• [DATASET EXCERPTS]
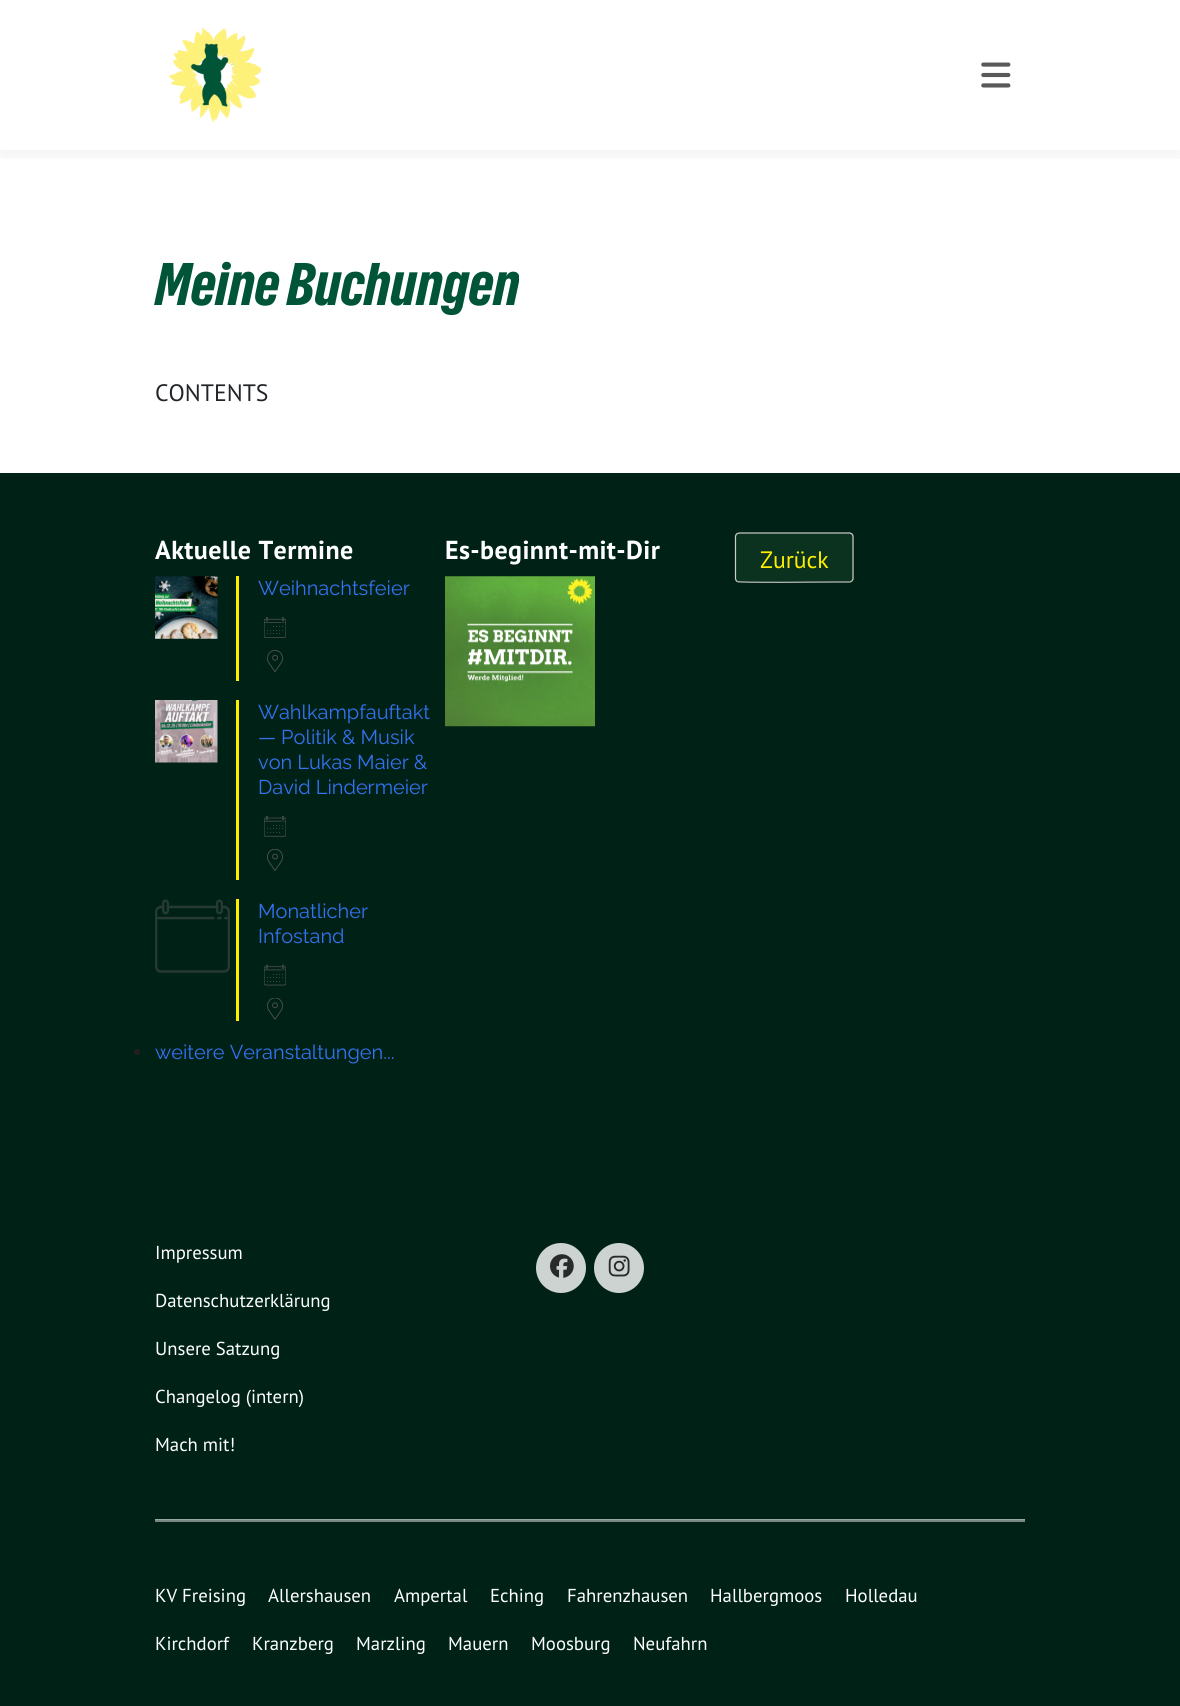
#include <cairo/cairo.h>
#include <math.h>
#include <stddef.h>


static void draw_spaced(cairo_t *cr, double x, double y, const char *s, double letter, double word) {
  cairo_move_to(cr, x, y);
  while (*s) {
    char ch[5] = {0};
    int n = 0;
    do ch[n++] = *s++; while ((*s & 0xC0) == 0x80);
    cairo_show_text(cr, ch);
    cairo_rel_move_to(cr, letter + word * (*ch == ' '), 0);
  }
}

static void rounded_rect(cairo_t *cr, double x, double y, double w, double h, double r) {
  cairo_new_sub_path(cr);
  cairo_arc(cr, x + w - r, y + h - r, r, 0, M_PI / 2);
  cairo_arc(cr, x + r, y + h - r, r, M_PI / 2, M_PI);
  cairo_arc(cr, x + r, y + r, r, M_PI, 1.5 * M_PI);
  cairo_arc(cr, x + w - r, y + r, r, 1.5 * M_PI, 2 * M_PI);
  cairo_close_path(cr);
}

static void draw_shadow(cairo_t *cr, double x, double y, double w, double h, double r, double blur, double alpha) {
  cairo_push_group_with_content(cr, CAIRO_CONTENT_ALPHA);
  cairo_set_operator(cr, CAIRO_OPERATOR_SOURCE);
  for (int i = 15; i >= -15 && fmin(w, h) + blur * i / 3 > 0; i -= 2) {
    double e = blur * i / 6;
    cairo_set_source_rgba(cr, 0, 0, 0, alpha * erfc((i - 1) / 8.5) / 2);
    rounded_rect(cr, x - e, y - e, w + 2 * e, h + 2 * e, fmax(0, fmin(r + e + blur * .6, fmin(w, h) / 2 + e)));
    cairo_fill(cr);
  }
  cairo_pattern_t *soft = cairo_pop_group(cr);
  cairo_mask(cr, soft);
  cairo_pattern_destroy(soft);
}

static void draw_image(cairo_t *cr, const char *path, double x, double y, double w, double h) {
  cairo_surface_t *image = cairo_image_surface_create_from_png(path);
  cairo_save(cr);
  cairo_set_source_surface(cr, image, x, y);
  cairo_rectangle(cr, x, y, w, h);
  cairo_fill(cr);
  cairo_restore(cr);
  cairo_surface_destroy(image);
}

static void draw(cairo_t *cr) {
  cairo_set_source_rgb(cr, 1, 1, 1);
  cairo_paint(cr);
  cairo_save(cr);
  cairo_rectangle(cr, 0, 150, 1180, 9);
  cairo_clip(cr);
  cairo_set_source_rgb(cr, 0, 0, 0);
  draw_shadow(cr, 0, 1, 1180, 150, 0, 12.5, 0.08);
  cairo_restore(cr);
  draw_image(cr, "images/1.png", 168, 27, 95, 96);
  draw_image(cr, "images/2.png", 981, 62, 30, 26);
  cairo_set_source_rgb(cr, 0, 34 / 255.0, 22 / 255.0);
  cairo_rectangle(cr, 0, 473, 1180, 1233);
  cairo_fill(cr);
  draw_image(cr, "images/3.png", 155, 576, 63, 63);
  cairo_set_source_rgb(cr, 1, 238 / 255.0, 0);
  cairo_rectangle(cr, 236, 576, 3, 105);
  cairo_fill(cr);
  draw_image(cr, "images/4.png", 264, 617, 22, 21);
  draw_image(cr, "images/5.png", 267, 650, 16, 23);
  draw_image(cr, "images/6.png", 155, 700, 63, 63);
  cairo_rectangle(cr, 236, 700, 3, 180);
  cairo_fill(cr);
  draw_image(cr, "images/7.png", 264, 816, 22, 21);
  draw_image(cr, "images/8.png", 267, 849, 16, 22);
  draw_image(cr, "images/9.png", 155, 899, 75, 74);
  cairo_rectangle(cr, 236, 899, 3, 122);
  cairo_fill(cr);
  draw_image(cr, "images/10.png", 264, 964, 22, 22);
  draw_image(cr, "images/11.png", 267, 998, 16, 22);
  cairo_set_source_rgb(cr, 33 / 255.0, 33 / 255.0, 33 / 255.0);
  cairo_arc(cr, 137, 1052, 3, 0, 2 * M_PI);
  cairo_fill(cr);
  draw_image(cr, "images/12.png", 445, 576, 150, 151);
  cairo_set_source_rgb(cr, 10 / 255.0, 50 / 255.0, 30 / 255.0);
  rounded_rect(cr, 735, 533, 119, 50, 4);
  cairo_fill(cr);
  cairo_new_path(cr);
  cairo_move_to(cr, 852, 581);
  cairo_line_to(cr, 850, 582);
  cairo_line_to(cr, 831.5, 582);
  cairo_curve_to(cr, 821.5, 582, 739.5, 583, 737, 581.5);
  cairo_line_to(cr, 736.5, 581);
  cairo_set_source_rgb(cr, 187 / 255.0, 187 / 255.0, 187 / 255.0);
  cairo_set_line_width(cr, 1.2);
  cairo_stroke(cr);
  cairo_new_path(cr);
  cairo_move_to(cr, 736.5, 581);
  cairo_line_to(cr, 735.5, 579);
  cairo_line_to(cr, 735.5, 536);
  cairo_line_to(cr, 736.5, 534);
  cairo_line_to(cr, 739, 533);
  cairo_line_to(cr, 850, 533);
  cairo_line_to(cr, 852, 534);
  cairo_line_to(cr, 853, 536);
  cairo_line_to(cr, 853, 579);
  cairo_line_to(cr, 852, 581);
  cairo_set_source_rgb(cr, 204 / 255.0, 204 / 255.0, 204 / 255.0);
  cairo_stroke(cr);
  cairo_set_source_rgb(cr, 204 / 255.0, 211 / 255.0, 208 / 255.0);
  cairo_arc(cr, 561, 1268, 25, 0, 2 * M_PI);
  cairo_fill(cr);
  draw_image(cr, "images/13.png", 550, 1254, 24, 24);
  cairo_arc(cr, 619, 1268, 25, 0, 2 * M_PI);
  cairo_fill(cr);
  draw_image(cr, "images/14.png", 608, 1255, 22, 22);
  cairo_set_source_rgb(cr, 122 / 255.0, 136 / 255.0, 131 / 255.0);
  cairo_rectangle(cr, 155, 1520, 870, 2);
  cairo_fill(cr);
  cairo_set_source_rgb(cr, 153 / 255.0, 167 / 255.0, 162 / 255.0);
  cairo_rectangle(cr, 155, 1519, 870, 1);
  cairo_fill(cr);
  cairo_select_font_face(cr, "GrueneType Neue", CAIRO_FONT_SLANT_NORMAL, CAIRO_FONT_WEIGHT_NORMAL);
  cairo_set_font_size(cr, 56.25);
  cairo_set_source_rgb(cr, 0, 84 / 255.0, 55 / 255.0);
  cairo_move_to(cr, 155, 305);
  cairo_show_text(cr, "Meine Buchungen");
  cairo_select_font_face(cr, "PT Sans", CAIRO_FONT_SLANT_NORMAL, CAIRO_FONT_WEIGHT_NORMAL);
  cairo_set_font_size(cr, 23.75);
  cairo_set_source_rgb(cr, 33 / 255.0, 37 / 255.0, 41 / 255.0);
  cairo_move_to(cr, 155, 401);
  cairo_show_text(cr, "CONTENTS");
  cairo_select_font_face(cr, "PT Sans", CAIRO_FONT_SLANT_NORMAL, CAIRO_FONT_WEIGHT_BOLD);
  cairo_set_font_size(cr, 26);
  cairo_set_source_rgb(cr, 1, 1, 1);
  draw_spaced(cr, 155, 559, "Aktuelle Termine", 0.4, 0);
  cairo_select_font_face(cr, "Raleway", CAIRO_FONT_SLANT_NORMAL, CAIRO_FONT_WEIGHT_NORMAL);
  cairo_set_font_size(cr, 20);
  cairo_set_source_rgb(cr, 51 / 255.0, 114 / 255.0, 240 / 255.0);
  cairo_move_to(cr, 258, 595);
  cairo_show_text(cr, "Weihnachtsfeier");
  cairo_move_to(cr, 258, 719);
  cairo_show_text(cr, "Wahlkampfauftakt");
  cairo_move_to(cr, 258, 744);
  cairo_show_text(cr, "— Politik & Musik");
  cairo_move_to(cr, 258, 769);
  cairo_show_text(cr, "von Lukas Maier &");
  cairo_move_to(cr, 258, 794);
  cairo_show_text(cr, "David Lindermeier");
  cairo_move_to(cr, 258, 918);
  cairo_show_text(cr, "Monatlicher");
  cairo_move_to(cr, 258, 943);
  cairo_show_text(cr, "Infostand");
  cairo_move_to(cr, 155, 1059);
  cairo_show_text(cr, "weitere Veranstaltungen...");
  cairo_select_font_face(cr, "PT Sans", CAIRO_FONT_SLANT_NORMAL, CAIRO_FONT_WEIGHT_BOLD);
  cairo_set_font_size(cr, 26);
  cairo_set_source_rgb(cr, 1, 1, 1);
  draw_spaced(cr, 445, 559, "Es-beginnt-mit-Dir", 0.4, 0);
  cairo_select_font_face(cr, "PT Sans", CAIRO_FONT_SLANT_NORMAL, CAIRO_FONT_WEIGHT_NORMAL);
  cairo_set_font_size(cr, 23.75);
  cairo_set_source_rgb(cr, 1, 238 / 255.0, 0);
  cairo_move_to(cr, 760, 568);
  cairo_show_text(cr, "Zurück");
  cairo_set_font_size(cr, 18.75);
  cairo_set_source_rgb(cr, 1, 1, 1);
  cairo_move_to(cr, 155, 1259);
  cairo_show_text(cr, "Impressum");
  cairo_move_to(cr, 155, 1307);
  cairo_show_text(cr, "Datenschutzerklärung");
  cairo_move_to(cr, 155, 1355);
  cairo_show_text(cr, "Unsere Satzung");
  cairo_move_to(cr, 155, 1403);
  cairo_show_text(cr, "Changelog (intern)");
  cairo_move_to(cr, 155, 1451);
  cairo_show_text(cr, "Mach mit!");
  cairo_move_to(cr, 155, 1602);
  cairo_show_text(cr, "KV Freising");
  cairo_move_to(cr, 268, 1602);
  cairo_show_text(cr, "Allershausen");
  cairo_move_to(cr, 394, 1602);
  cairo_show_text(cr, "Ampertal");
  cairo_move_to(cr, 490, 1602);
  cairo_show_text(cr, "Eching");
  cairo_move_to(cr, 567, 1602);
  cairo_show_text(cr, "Fahrenzhausen");
  cairo_move_to(cr, 710, 1602);
  cairo_show_text(cr, "Hallbergmoos");
  cairo_move_to(cr, 845, 1602);
  cairo_show_text(cr, "Holledau");
  cairo_move_to(cr, 155, 1650);
  cairo_show_text(cr, "Kirchdorf");
  cairo_move_to(cr, 252, 1650);
  cairo_show_text(cr, "Kranzberg");
  cairo_move_to(cr, 356, 1650);
  cairo_show_text(cr, "Marzling");
  cairo_move_to(cr, 448, 1650);
  cairo_show_text(cr, "Mauern");
  cairo_move_to(cr, 531, 1650);
  cairo_show_text(cr, "Moosburg");
  cairo_move_to(cr, 633, 1650);
  cairo_show_text(cr, "Neufahrn");
}

int main(void) {
  cairo_surface_t *surface = cairo_image_surface_create(CAIRO_FORMAT_RGB24, 1180, 1706);
  cairo_t *cr = cairo_create(surface);
  cairo_font_options_t *options = cairo_font_options_create();
  cairo_font_options_set_hint_metrics(options, CAIRO_HINT_METRICS_OFF);
  cairo_font_options_set_hint_style(options, CAIRO_HINT_STYLE_NONE);
  cairo_set_font_options(cr, options);
  cairo_set_miter_limit(cr, 4);
  draw(cr);
  cairo_surface_write_to_png(surface, "out.png");
  cairo_font_options_destroy(options);
  cairo_destroy(cr);
  cairo_surface_destroy(surface);
  return 0;
}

• [EXERCISE] Print only what lies in the material above starting at the line with "cairo_set_source_surface(cr, image, x, y);" and ending at the line with "static void draw(cairo_t", every line exactly as given.

• [SOLUTION FOR THIS TASK]
  cairo_set_source_surface(cr, image, x, y);
  cairo_rectangle(cr, x, y, w, h);
  cairo_fill(cr);
  cairo_restore(cr);
  cairo_surface_destroy(image);
}

static void draw(cairo_t *cr) {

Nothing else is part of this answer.